(Records from a data collection)
□ □ □

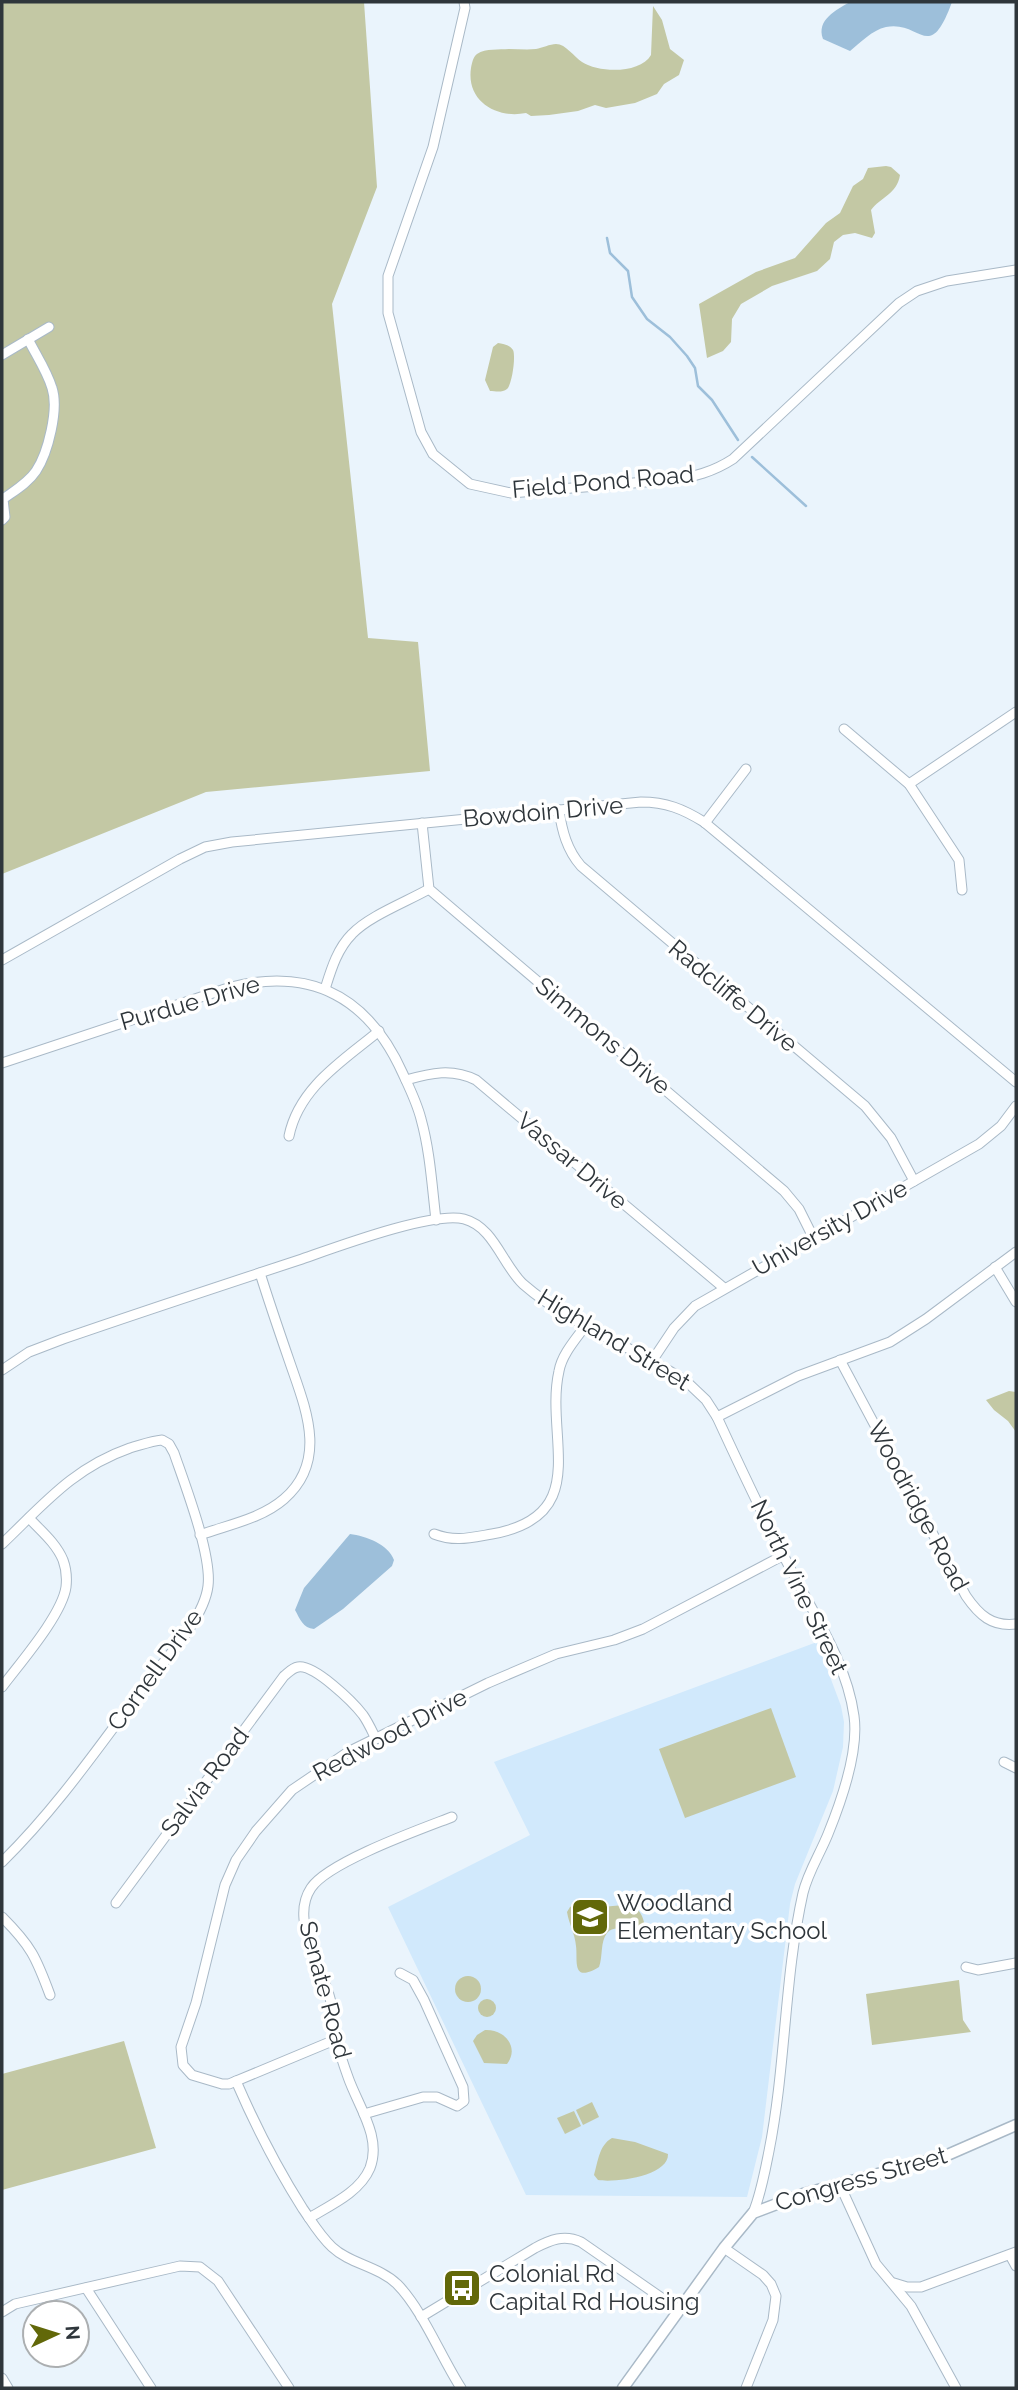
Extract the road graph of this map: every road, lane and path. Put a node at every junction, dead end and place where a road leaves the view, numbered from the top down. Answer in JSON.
{"nodes":[{"id":1,"x":464,"y":2,"type":"edge"},
{"id":2,"x":1016,"y":270,"type":"edge"},
{"id":3,"x":49,"y":327,"type":"dead end"},
{"id":4,"x":28,"y":339,"type":"junction"},
{"id":5,"x":2,"y":355,"type":"edge"},
{"id":6,"x":2,"y":520,"type":"edge"},
{"id":7,"x":1016,"y":712,"type":"edge"},
{"id":8,"x":844,"y":729,"type":"dead end"},
{"id":9,"x":746,"y":769,"type":"dead end"},
{"id":10,"x":909,"y":784,"type":"junction"},
{"id":11,"x":559,"y":810,"type":"junction"},
{"id":12,"x":422,"y":823,"type":"junction"},
{"id":13,"x":705,"y":823,"type":"junction"},
{"id":14,"x":429,"y":889,"type":"junction"},
{"id":15,"x":962,"y":890,"type":"dead end"},
{"id":16,"x":2,"y":960,"type":"edge"},
{"id":17,"x":325,"y":989,"type":"junction"},
{"id":18,"x":379,"y":1031,"type":"junction"},
{"id":19,"x":2,"y":1063,"type":"edge"},
{"id":20,"x":406,"y":1080,"type":"junction"},
{"id":21,"x":1016,"y":1082,"type":"edge"},
{"id":22,"x":1016,"y":1106,"type":"edge"},
{"id":23,"x":289,"y":1136,"type":"dead end"},
{"id":24,"x":914,"y":1181,"type":"junction"},
{"id":25,"x":436,"y":1220,"type":"junction"},
{"id":26,"x":813,"y":1237,"type":"junction"},
{"id":27,"x":1016,"y":1252,"type":"edge"},
{"id":28,"x":995,"y":1267,"type":"junction"},
{"id":29,"x":260,"y":1273,"type":"junction"},
{"id":30,"x":724,"y":1288,"type":"junction"},
{"id":31,"x":1016,"y":1303,"type":"edge"},
{"id":32,"x":586,"y":1325,"type":"junction"},
{"id":33,"x":840,"y":1360,"type":"junction"},
{"id":34,"x":652,"y":1361,"type":"junction"},
{"id":35,"x":2,"y":1370,"type":"edge"},
{"id":36,"x":717,"y":1418,"type":"junction"},
{"id":37,"x":29,"y":1518,"type":"junction"},
{"id":38,"x":434,"y":1534,"type":"dead end"},
{"id":39,"x":200,"y":1535,"type":"junction"},
{"id":40,"x":2,"y":1544,"type":"edge"},
{"id":41,"x":784,"y":1555,"type":"junction"},
{"id":42,"x":1016,"y":1624,"type":"edge"},
{"id":43,"x":2,"y":1687,"type":"edge"},
{"id":44,"x":376,"y":1739,"type":"junction"},
{"id":45,"x":1004,"y":1762,"type":"dead end"},
{"id":46,"x":1016,"y":1768,"type":"edge"},
{"id":47,"x":452,"y":1817,"type":"dead end"},
{"id":48,"x":2,"y":1862,"type":"edge"},
{"id":49,"x":116,"y":1903,"type":"dead end"},
{"id":50,"x":2,"y":1917,"type":"edge"},
{"id":51,"x":1016,"y":1963,"type":"edge"},
{"id":52,"x":966,"y":1967,"type":"dead end"},
{"id":53,"x":400,"y":1973,"type":"dead end"},
{"id":54,"x":50,"y":1995,"type":"dead end"},
{"id":55,"x":337,"y":2039,"type":"junction"},
{"id":56,"x":236,"y":2081,"type":"junction"},
{"id":57,"x":363,"y":2113,"type":"junction"},
{"id":58,"x":1016,"y":2125,"type":"edge"},
{"id":59,"x":839,"y":2183,"type":"junction"},
{"id":60,"x":753,"y":2213,"type":"junction"},
{"id":61,"x":310,"y":2218,"type":"junction"},
{"id":62,"x":724,"y":2248,"type":"junction"},
{"id":63,"x":1013,"y":2253,"type":"edge"},
{"id":64,"x":1016,"y":2266,"type":"edge"},
{"id":65,"x":893,"y":2283,"type":"junction"},
{"id":66,"x":86,"y":2288,"type":"junction"},
{"id":67,"x":679,"y":2310,"type":"junction"},
{"id":68,"x":2,"y":2312,"type":"edge"},
{"id":69,"x":421,"y":2317,"type":"junction"},
{"id":70,"x":2,"y":2378,"type":"edge"},
{"id":71,"x":8,"y":2388,"type":"edge"},
{"id":72,"x":151,"y":2388,"type":"edge"},
{"id":73,"x":289,"y":2388,"type":"edge"},
{"id":74,"x":461,"y":2388,"type":"edge"},
{"id":75,"x":623,"y":2388,"type":"edge"},
{"id":76,"x":746,"y":2388,"type":"edge"},
{"id":77,"x":956,"y":2388,"type":"edge"}],
"edges":[{"from":1,"to":2,"type":"street","name":"Field Pond Road"},
{"from":3,"to":4,"type":"street"},
{"from":4,"to":5,"type":"street"},
{"from":4,"to":6,"type":"street"},
{"from":7,"to":10,"type":"street"},
{"from":8,"to":10,"type":"street"},
{"from":9,"to":13,"type":"street"},
{"from":10,"to":15,"type":"street"},
{"from":11,"to":12,"type":"street","name":"Bowdoin Drive"},
{"from":11,"to":13,"type":"street","name":"Bowdoin Drive"},
{"from":11,"to":24,"type":"street","name":"Radcliffe Drive"},
{"from":12,"to":14,"type":"street"},
{"from":12,"to":16,"type":"street","name":"Bowdoin Drive"},
{"from":13,"to":21,"type":"street","name":"Bowdoin Drive"},
{"from":14,"to":17,"type":"street"},
{"from":14,"to":26,"type":"street","name":"Simmons Drive"},
{"from":17,"to":18,"type":"street","name":"Purdue Drive"},
{"from":17,"to":19,"type":"street","name":"Purdue Drive"},
{"from":18,"to":20,"type":"street","name":"Purdue Drive"},
{"from":18,"to":23,"type":"street"},
{"from":20,"to":25,"type":"street","name":"Purdue Drive"},
{"from":20,"to":30,"type":"street","name":"Vassar Drive"},
{"from":22,"to":24,"type":"street","name":"University Drive"},
{"from":24,"to":26,"type":"street","name":"University Drive"},
{"from":25,"to":29,"type":"street","name":"Highland Street"},
{"from":25,"to":32,"type":"street","name":"Highland Street"},
{"from":26,"to":30,"type":"street","name":"University Drive"},
{"from":27,"to":28,"type":"street"},
{"from":28,"to":31,"type":"street"},
{"from":28,"to":33,"type":"street"},
{"from":29,"to":35,"type":"street","name":"Highland Street"},
{"from":29,"to":39,"type":"street"},
{"from":30,"to":34,"type":"street","name":"University Drive"},
{"from":32,"to":34,"type":"street","name":"Highland Street"},
{"from":32,"to":38,"type":"street"},
{"from":33,"to":36,"type":"street"},
{"from":33,"to":42,"type":"street","name":"Woodridge Road"},
{"from":34,"to":36,"type":"street","name":"Highland Street"},
{"from":36,"to":41,"type":"street","name":"North Vine Street"},
{"from":37,"to":39,"type":"street","name":"Cornell Drive"},
{"from":37,"to":40,"type":"street"},
{"from":37,"to":43,"type":"street"},
{"from":39,"to":48,"type":"street","name":"Cornell Drive"},
{"from":41,"to":44,"type":"street","name":"Redwood Drive"},
{"from":41,"to":60,"type":"street","name":"North Vine Street"},
{"from":44,"to":49,"type":"street","name":"Salvia Road"},
{"from":44,"to":56,"type":"street","name":"Redwood Drive"},
{"from":45,"to":46,"type":"street"},
{"from":47,"to":55,"type":"street","name":"Senate Road"},
{"from":50,"to":54,"type":"street"},
{"from":51,"to":52,"type":"street"},
{"from":53,"to":57,"type":"street"},
{"from":55,"to":56,"type":"street"},
{"from":55,"to":57,"type":"street","name":"Senate Road"},
{"from":56,"to":61,"type":"street"},
{"from":57,"to":61,"type":"street","name":"Senate Road"},
{"from":58,"to":59,"type":"main road","name":"Congress Street"},
{"from":59,"to":60,"type":"main road","name":"Congress Street"},
{"from":59,"to":65,"type":"street"},
{"from":60,"to":62,"type":"main road","name":"Congress Street"},
{"from":61,"to":69,"type":"street"},
{"from":62,"to":67,"type":"main road","name":"Congress Street"},
{"from":62,"to":76,"type":"street"},
{"from":63,"to":64,"type":"street"},
{"from":63,"to":65,"type":"street"},
{"from":65,"to":77,"type":"street"},
{"from":66,"to":68,"type":"street"},
{"from":66,"to":72,"type":"street"},
{"from":66,"to":73,"type":"street"},
{"from":67,"to":69,"type":"street"},
{"from":67,"to":75,"type":"main road","name":"Congress Street"},
{"from":69,"to":74,"type":"street"},
{"from":70,"to":71,"type":"street"}]}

□ □ □

* _Exercise objective_: What lines in the data above contain the word "Bowdoin"? Copy them all.

* _Exercise output_:
{"from":11,"to":12,"type":"street","name":"Bowdoin Drive"},
{"from":11,"to":13,"type":"street","name":"Bowdoin Drive"},
{"from":12,"to":16,"type":"street","name":"Bowdoin Drive"},
{"from":13,"to":21,"type":"street","name":"Bowdoin Drive"},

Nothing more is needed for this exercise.